Mengenal Legalitas Sertifikat Hak Milik (SHM)
Sebelum membeli properti, hal yang harus Anda perhatikan pertama-tama adalah jenis surat untuk menentukan legalitas properti yang akan Anda beli. Undang-undang Pokok Agraria (UUPA) pasal 16 mencatat bahwa hak atas tanah bisa dibedakan menjadi hak milik, hak guna usaha, hak guna bangunan, hak pakai, hak sewa, hak gadai, hak usaha bagi hasil, hak membuka tanah, dan hak lain yang ditetapkan dengan undang-undang.
Untuk Anda yang berencana memiliki rumah sendiri, Sertifikat Hak Milik (SHM) merupakan hal paling penting yang harus diurus. Mengapa? Karena SHM ini merupakan jenis sertifikat dengan kepemilikan hak penuh atas lahan atau tanah oleh pemegang sertifikat tersebut.
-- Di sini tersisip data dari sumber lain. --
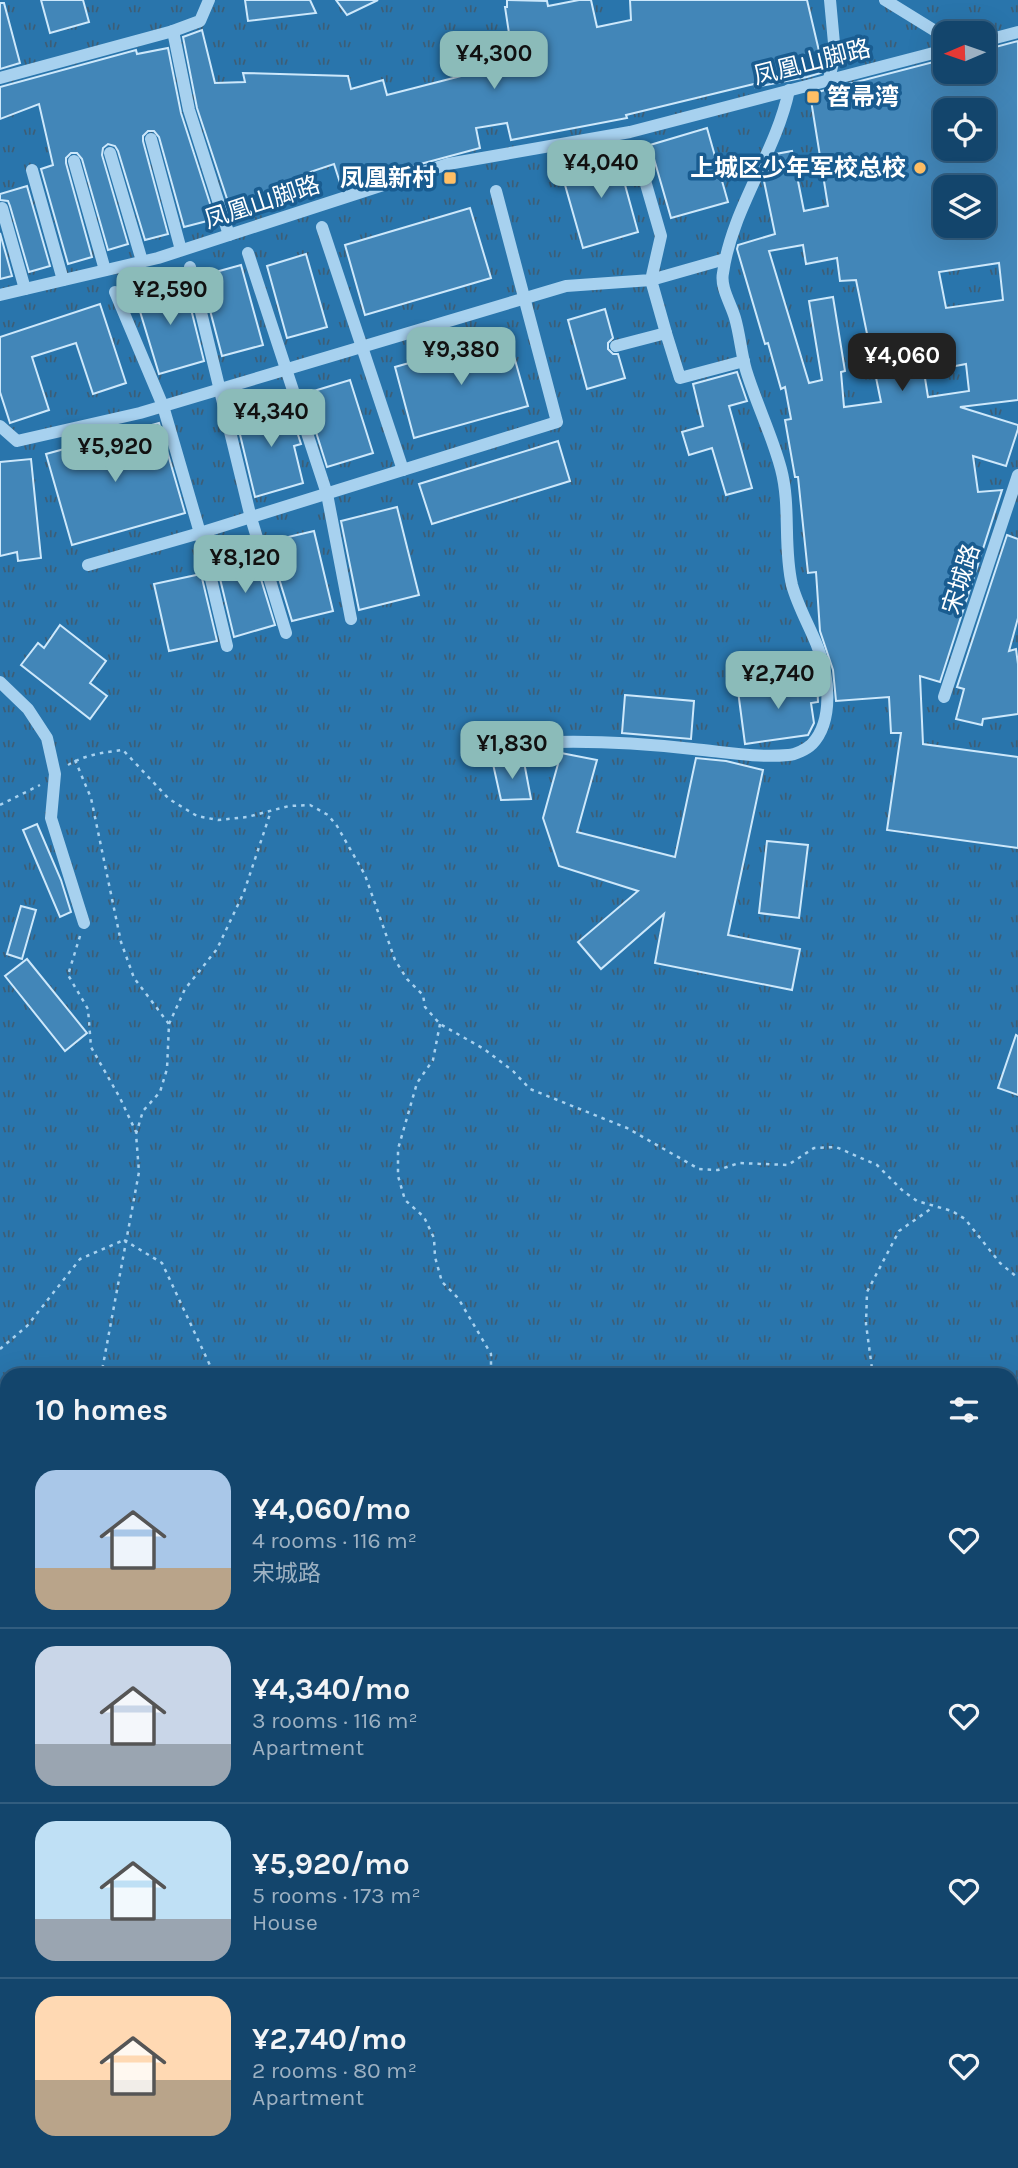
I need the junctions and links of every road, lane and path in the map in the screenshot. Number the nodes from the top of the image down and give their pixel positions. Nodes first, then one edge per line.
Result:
1 (209, 0) edge
2 (830, 0) edge
3 (885, 0) edge
4 (933, 30) edge
5 (173, 31) junction
6 (1018, 32) edge
7 (996, 37) edge
8 (933, 53) edge
9 (0, 78) edge
10 (829, 79) junction
11 (789, 90) junction
12 (151, 139) dead end
13 (110, 153) dead end
14 (637, 153) dead end
15 (74, 161) dead end
16 (32, 170) dead end
17 (496, 191) dead end
18 (2, 208) dead end
19 (322, 227) dead end
20 (229, 234) junction
21 (181, 250) junction
22 (248, 253) dead end
23 (725, 259) junction
24 (142, 261) junction
25 (190, 267) dead end
26 (105, 270) junction
27 (63, 280) junction
28 (651, 280) junction
29 (25, 289) junction
30 (115, 292) dead end
31 (0, 295) edge
32 (526, 298) junction
33 (666, 332) junction
34 (362, 346) junction
35 (616, 346) dead end
36 (744, 361) junction
37 (286, 369) junction
38 (219, 389) junction
39 (163, 406) junction
40 (0, 426) edge
41 (403, 470) junction
42 (1018, 475) edge
43 (327, 494) junction
44 (251, 517) junction
45 (200, 533) junction
46 (88, 565) dead end
47 (351, 619) dead end
48 (286, 633) dead end
49 (227, 646) dead end
50 (0, 682) edge
51 (944, 697) dead end
52 (556, 742) dead end
53 (75, 760) junction
54 (55, 774) junction
55 (0, 805) edge
56 (271, 811) junction
57 (84, 923) joint
58 (169, 1024) junction
59 (440, 1024) junction
60 (136, 1134) junction
61 (933, 1207) junction
62 (124, 1240) junction
63 (1018, 1278) edge
64 (0, 1349) edge
65 (102, 1368) edge
66 (211, 1368) edge
67 (491, 1368) edge
68 (872, 1368) edge

1 - 5 street
2 - 10 street
3 - 4 street
5 - 9 street
5 - 20 street
6 - 7 street
8 - 10 street, 凤凰山脚路
10 - 11 street, 凤凰山脚路
11 - 20 street, 凤凰山脚路
11 - 23 street
12 - 21 street
13 - 24 street
14 - 28 street
15 - 26 street
16 - 27 street
17 - 32 street
18 - 29 street
19 - 34 street
20 - 21 street, 凤凰山脚路
21 - 24 street, 凤凰山脚路
22 - 37 street
23 - 28 street
23 - 36 street
24 - 26 street, 凤凰山脚路
25 - 38 street
26 - 27 street, 凤凰山脚路
27 - 29 street, 凤凰山脚路
28 - 32 street
28 - 33 street
29 - 31 street, 凤凰山脚路
30 - 39 street
32 - 34 street
32 - 41 street
33 - 35 street
33 - 36 street
34 - 37 street
34 - 41 street
36 - 52 street
37 - 38 street
37 - 43 street
38 - 39 street
38 - 44 street
39 - 40 street
39 - 45 street
41 - 43 street
42 - 51 street, 宋城路
43 - 44 street
43 - 47 street
44 - 45 street
44 - 48 street
45 - 46 street
45 - 49 street
50 - 54 street
53 - 54 path
53 - 56 path
53 - 58 path
54 - 55 path
54 - 57 street
56 - 58 path
56 - 59 path
57 - 60 path
58 - 60 path
59 - 61 path
59 - 67 path
60 - 62 path
61 - 63 path
61 - 68 path
62 - 64 path
62 - 65 path
62 - 66 path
Ini jadi bukti kepemilikan paling kuat atas lahan atau tanah tersebut, karena tidak ada lagi campur tangan dan kepemilikan dari pihak lain. Menurut UUPA Pasal 20, hak milik atas tanah adalah hak turun-temurun, terkuat dan terpenuh yang dapat dipunyai orang atas tanah.
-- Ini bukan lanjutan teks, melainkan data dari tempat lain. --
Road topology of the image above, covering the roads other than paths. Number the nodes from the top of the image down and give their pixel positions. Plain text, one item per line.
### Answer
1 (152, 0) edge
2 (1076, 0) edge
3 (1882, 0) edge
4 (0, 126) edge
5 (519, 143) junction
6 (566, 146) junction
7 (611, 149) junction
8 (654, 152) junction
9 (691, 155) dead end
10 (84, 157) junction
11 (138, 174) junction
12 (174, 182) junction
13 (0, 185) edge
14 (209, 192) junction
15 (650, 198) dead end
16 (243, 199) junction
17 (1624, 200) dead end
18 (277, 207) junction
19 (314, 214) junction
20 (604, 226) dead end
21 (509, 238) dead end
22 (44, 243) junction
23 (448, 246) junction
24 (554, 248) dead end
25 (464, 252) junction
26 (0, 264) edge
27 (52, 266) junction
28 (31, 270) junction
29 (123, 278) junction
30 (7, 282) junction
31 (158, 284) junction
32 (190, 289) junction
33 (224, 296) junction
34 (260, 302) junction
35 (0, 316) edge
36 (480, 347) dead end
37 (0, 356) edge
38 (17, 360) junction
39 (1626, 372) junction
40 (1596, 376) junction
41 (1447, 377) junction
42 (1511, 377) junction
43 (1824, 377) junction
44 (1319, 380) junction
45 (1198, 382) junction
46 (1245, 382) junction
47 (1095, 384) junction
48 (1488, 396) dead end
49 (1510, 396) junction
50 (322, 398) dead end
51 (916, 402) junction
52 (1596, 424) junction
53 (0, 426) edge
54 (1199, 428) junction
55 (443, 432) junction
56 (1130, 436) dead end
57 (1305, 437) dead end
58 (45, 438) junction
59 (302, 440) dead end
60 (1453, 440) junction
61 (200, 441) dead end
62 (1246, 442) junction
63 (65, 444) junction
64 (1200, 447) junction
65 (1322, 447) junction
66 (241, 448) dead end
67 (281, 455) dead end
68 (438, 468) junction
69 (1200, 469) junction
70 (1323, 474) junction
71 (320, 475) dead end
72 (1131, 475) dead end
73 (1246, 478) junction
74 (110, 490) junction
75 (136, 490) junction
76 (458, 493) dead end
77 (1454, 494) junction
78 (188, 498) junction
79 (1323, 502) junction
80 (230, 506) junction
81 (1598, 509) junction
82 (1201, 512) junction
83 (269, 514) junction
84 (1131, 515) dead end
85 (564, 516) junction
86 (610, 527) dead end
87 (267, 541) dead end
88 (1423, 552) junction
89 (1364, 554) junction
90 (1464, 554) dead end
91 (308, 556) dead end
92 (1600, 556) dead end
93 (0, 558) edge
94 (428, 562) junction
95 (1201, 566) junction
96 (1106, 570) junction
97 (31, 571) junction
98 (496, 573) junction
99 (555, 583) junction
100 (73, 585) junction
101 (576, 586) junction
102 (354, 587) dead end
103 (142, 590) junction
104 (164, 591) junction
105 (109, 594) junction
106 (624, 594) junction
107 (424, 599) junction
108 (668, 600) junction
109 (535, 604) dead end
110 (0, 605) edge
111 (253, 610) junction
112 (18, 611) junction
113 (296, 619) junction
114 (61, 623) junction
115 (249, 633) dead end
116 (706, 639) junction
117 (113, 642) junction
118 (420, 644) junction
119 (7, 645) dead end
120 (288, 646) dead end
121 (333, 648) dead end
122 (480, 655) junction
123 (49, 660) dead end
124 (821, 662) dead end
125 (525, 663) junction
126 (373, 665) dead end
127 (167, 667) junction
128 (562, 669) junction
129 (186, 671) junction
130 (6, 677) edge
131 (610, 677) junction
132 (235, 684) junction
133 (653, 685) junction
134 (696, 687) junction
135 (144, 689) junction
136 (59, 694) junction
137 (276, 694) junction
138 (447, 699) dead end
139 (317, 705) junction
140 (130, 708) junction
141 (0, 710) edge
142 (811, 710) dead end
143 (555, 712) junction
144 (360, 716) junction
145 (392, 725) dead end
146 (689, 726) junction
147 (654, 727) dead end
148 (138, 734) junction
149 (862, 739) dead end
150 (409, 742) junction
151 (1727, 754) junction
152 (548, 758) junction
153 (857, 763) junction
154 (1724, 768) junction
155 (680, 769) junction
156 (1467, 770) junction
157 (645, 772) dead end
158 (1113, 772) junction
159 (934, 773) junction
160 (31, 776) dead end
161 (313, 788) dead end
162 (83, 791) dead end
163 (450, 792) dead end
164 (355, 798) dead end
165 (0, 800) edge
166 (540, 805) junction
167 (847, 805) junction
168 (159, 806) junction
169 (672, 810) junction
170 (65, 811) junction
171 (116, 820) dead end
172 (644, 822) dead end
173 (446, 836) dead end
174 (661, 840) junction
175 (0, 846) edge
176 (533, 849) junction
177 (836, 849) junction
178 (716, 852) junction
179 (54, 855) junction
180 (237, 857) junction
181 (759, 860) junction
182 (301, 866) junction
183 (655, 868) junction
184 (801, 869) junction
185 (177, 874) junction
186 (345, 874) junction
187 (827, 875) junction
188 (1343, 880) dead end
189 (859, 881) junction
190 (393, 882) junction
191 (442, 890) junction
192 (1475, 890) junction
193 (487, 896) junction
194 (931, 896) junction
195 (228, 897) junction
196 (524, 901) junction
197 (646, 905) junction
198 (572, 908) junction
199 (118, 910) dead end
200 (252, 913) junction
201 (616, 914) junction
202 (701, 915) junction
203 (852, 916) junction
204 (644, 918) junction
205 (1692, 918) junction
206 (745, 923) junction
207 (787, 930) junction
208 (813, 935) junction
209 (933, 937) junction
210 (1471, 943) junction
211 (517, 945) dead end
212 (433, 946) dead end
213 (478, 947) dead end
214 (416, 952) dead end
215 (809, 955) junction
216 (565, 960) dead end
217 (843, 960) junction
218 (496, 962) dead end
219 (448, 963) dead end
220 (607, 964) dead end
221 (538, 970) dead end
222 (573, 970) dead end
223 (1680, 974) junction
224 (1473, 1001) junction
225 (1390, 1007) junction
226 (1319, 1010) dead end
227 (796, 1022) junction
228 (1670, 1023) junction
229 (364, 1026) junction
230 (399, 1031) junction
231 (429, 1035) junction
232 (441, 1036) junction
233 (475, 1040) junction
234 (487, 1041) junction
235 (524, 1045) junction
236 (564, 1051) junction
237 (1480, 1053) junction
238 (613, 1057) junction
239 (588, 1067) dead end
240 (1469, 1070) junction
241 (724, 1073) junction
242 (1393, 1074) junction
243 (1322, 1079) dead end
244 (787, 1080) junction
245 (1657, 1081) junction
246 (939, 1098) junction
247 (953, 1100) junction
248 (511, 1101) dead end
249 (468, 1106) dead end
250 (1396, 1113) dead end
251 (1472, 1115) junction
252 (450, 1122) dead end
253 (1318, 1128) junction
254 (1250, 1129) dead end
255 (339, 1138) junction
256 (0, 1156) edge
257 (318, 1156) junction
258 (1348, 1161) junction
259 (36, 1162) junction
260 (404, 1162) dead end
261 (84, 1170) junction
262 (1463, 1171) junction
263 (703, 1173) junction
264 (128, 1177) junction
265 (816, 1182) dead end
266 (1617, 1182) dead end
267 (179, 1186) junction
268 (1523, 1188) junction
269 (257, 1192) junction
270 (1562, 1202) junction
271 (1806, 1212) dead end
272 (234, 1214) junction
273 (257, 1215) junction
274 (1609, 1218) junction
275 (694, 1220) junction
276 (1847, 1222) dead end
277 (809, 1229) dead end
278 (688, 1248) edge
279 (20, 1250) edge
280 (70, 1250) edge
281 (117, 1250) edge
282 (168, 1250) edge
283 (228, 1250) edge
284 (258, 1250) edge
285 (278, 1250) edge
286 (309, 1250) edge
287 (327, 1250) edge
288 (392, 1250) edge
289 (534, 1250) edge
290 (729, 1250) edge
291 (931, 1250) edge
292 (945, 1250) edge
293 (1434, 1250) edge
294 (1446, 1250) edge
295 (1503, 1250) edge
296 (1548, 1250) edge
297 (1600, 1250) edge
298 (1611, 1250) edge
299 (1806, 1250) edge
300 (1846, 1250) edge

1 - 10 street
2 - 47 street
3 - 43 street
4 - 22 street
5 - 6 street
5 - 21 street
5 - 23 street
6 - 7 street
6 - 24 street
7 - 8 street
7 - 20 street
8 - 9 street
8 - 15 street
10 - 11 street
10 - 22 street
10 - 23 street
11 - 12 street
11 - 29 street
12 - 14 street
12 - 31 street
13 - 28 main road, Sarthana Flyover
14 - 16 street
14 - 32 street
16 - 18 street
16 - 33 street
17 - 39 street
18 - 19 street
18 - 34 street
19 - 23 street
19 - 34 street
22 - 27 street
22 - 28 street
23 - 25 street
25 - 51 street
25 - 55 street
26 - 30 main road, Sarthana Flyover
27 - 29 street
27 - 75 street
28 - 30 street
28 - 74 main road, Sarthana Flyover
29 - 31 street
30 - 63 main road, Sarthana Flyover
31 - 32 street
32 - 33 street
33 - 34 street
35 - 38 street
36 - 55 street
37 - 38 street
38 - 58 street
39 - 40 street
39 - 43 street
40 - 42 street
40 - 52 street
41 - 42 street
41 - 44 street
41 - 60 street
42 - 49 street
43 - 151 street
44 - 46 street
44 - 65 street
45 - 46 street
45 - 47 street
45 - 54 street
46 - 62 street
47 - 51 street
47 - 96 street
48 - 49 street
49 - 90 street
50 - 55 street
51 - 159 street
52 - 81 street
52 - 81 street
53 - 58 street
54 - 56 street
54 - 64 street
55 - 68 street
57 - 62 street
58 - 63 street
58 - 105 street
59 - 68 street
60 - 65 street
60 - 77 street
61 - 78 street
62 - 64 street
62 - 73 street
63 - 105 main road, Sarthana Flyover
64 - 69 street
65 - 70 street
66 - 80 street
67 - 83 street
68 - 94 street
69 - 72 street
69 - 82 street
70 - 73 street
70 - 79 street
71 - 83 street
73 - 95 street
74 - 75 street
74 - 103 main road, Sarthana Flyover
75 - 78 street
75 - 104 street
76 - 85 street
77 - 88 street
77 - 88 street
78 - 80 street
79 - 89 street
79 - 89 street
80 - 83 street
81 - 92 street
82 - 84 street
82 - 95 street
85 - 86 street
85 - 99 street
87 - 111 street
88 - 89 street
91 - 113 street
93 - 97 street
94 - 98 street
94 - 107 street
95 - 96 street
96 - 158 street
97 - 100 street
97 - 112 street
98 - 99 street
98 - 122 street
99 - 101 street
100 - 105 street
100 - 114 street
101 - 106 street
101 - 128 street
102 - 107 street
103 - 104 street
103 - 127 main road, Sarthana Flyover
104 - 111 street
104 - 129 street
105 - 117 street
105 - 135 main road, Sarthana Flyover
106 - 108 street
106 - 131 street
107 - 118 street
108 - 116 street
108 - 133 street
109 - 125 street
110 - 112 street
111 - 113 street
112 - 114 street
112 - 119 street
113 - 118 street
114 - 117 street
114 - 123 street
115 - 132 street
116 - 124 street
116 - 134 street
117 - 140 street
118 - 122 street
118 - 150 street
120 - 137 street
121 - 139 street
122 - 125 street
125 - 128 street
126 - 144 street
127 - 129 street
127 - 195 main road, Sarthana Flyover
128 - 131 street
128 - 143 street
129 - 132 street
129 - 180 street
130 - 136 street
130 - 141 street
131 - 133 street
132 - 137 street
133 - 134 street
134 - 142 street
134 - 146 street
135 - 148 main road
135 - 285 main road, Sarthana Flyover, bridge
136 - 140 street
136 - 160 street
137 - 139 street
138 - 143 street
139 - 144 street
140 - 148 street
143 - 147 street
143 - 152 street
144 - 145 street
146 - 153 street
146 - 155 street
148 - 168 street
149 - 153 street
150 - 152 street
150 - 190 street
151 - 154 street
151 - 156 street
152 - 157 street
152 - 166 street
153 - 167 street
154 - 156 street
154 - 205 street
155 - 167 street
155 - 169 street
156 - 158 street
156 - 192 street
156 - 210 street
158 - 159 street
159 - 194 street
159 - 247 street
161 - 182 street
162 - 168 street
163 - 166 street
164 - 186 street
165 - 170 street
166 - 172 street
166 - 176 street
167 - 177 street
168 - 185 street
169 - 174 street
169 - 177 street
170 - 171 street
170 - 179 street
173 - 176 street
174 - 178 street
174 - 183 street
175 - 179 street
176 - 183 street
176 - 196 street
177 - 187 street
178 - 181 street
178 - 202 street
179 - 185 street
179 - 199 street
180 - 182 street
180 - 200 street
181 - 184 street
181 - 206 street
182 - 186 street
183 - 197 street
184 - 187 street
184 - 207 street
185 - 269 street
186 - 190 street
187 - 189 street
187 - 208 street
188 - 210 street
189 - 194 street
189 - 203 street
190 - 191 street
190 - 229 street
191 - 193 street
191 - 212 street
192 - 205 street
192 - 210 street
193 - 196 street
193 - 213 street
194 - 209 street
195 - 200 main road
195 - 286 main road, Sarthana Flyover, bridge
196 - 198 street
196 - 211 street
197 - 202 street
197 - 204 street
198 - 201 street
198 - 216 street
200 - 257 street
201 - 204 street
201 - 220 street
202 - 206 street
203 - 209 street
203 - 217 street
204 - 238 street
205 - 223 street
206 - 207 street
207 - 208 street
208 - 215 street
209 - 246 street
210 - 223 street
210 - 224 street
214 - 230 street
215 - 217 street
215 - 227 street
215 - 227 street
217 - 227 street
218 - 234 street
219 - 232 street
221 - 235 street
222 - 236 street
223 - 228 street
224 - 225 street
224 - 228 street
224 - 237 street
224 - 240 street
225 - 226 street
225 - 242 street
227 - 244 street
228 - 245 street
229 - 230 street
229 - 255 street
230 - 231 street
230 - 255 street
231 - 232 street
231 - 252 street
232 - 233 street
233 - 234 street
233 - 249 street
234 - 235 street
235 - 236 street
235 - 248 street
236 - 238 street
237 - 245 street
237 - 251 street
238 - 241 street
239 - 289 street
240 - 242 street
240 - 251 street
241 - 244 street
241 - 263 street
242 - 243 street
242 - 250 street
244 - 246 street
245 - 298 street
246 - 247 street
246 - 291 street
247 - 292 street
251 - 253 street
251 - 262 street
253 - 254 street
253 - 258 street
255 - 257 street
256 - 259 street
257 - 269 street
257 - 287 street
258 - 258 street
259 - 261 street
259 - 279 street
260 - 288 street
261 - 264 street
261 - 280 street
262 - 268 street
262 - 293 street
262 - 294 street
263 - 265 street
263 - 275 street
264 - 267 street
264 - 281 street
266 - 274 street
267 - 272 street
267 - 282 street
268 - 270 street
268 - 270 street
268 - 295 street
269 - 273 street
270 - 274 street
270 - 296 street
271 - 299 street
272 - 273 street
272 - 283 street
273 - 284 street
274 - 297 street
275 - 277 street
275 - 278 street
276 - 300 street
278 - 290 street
Jika Anda sudah punya Sertifikat Hak Milik, Anda punya wewenang untuk menggunakan properti Anda untuk segala macam keperluan dengan jangka waktu yang tak terbatas, dan tentunya bisa dilanjutkan oleh Anak cucu Anda.
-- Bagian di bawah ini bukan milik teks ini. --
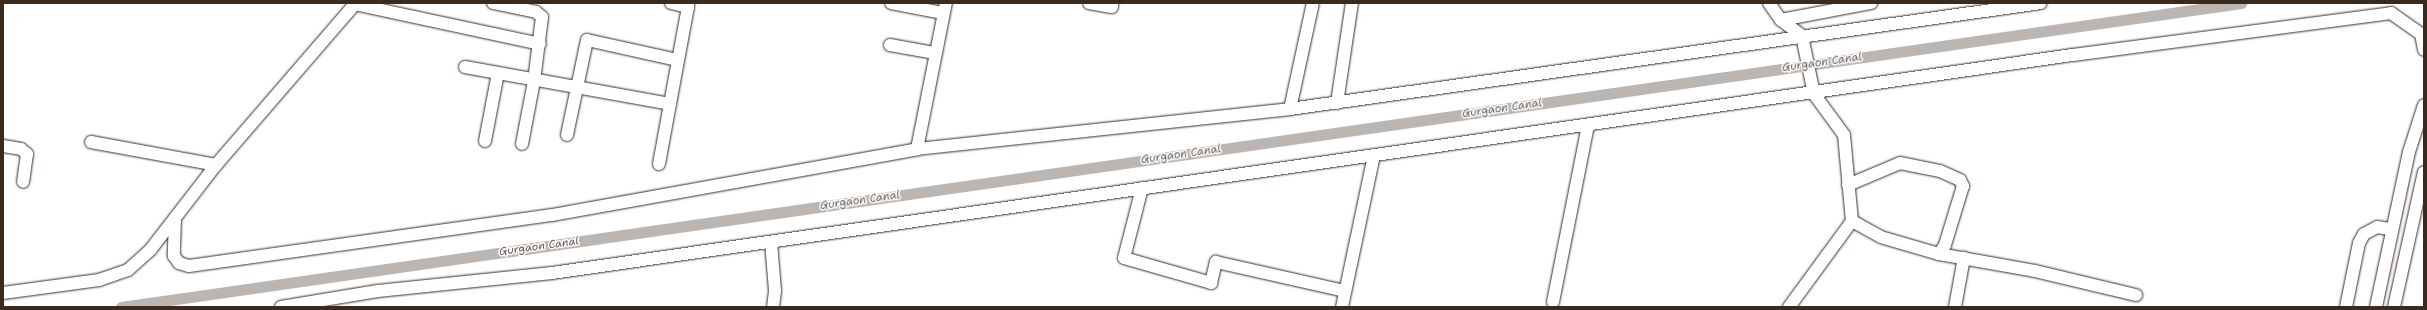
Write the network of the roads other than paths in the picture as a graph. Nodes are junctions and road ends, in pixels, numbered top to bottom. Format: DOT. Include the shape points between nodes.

Sertifikat Hak Milik (SHM) ini juga merupakan jenis surat tanah tertinggi dan paling kuat dimata hukum. Seperti namanya, pengertian SHM merupakan dokumen yang menunjukkan bukti kepemilikan yang sah dan valid atas sebidang tanah.
Pemilik sertifikat hak milik tanah dan bangunan ini memiliki hak penuh untuk mengelola, serta memanfaatkan tanah sesuai yang diinginkan. Jika sewaktu-waktu terjadi sengketa, maka pemilik SHM tanah yang paling berhak atas lahan tersebut.
Cara Mengurus atau Membuat SHM
Keputusan Menteri Agraria/ Kepala BPN No. 6 Tahun 1998 mencatat bahwa Anda harus mempersiapkan sertifikat kepemilikan asli, kartu keluarga, ijazah, STNK, dan SIM. Siapkan juga fotokopi Izin Mendirikan Bangunan (IMB), fotokopi identitas diri, fotokopi surat bukti Pajak Bumi dan Bangunan (PBB) terakhir, dan surat pernyataan untuk pengubahan status sertifikat kepada kepala kantor pertanahan setempat.
Sementara jika Anda ingin mengurus Sertifikat Hak Milik (SHM) untuk tanah yang berasal dari warisan, Anda harus menambahkan dokumen seperti akta jual beli tanah, fotokopi Kartu Keluarga dan KTP, fotokopi girik serta Surat Keterangan Tidak Sengketa, Surat Keterangan Riwayat Tanah, dan Surat Keterangan Tanah secara Sporadik yang diperoleh dari kelurahan.
Setelah itu, Anda harus membayar biaya kepengurusan surat sesuai tarif peningkatan ke SHM tergantung Nilai Jual Objek Pajak (NJOP). Biaya ini nantinya bisa Anad bayar ke kantor BPN Setempat.
Demikian informasi tentang Sertifikat Hak Milik (SHM) yang mudah-mudahan bisa menjadi referensi bagi Anda untuk mengenal legalitas properti secara lebih detail. Mudah-mudahan penjelasan tentang Sertifikat Hak Milik (SHM) diatas bisa bermanfaat untuk semua.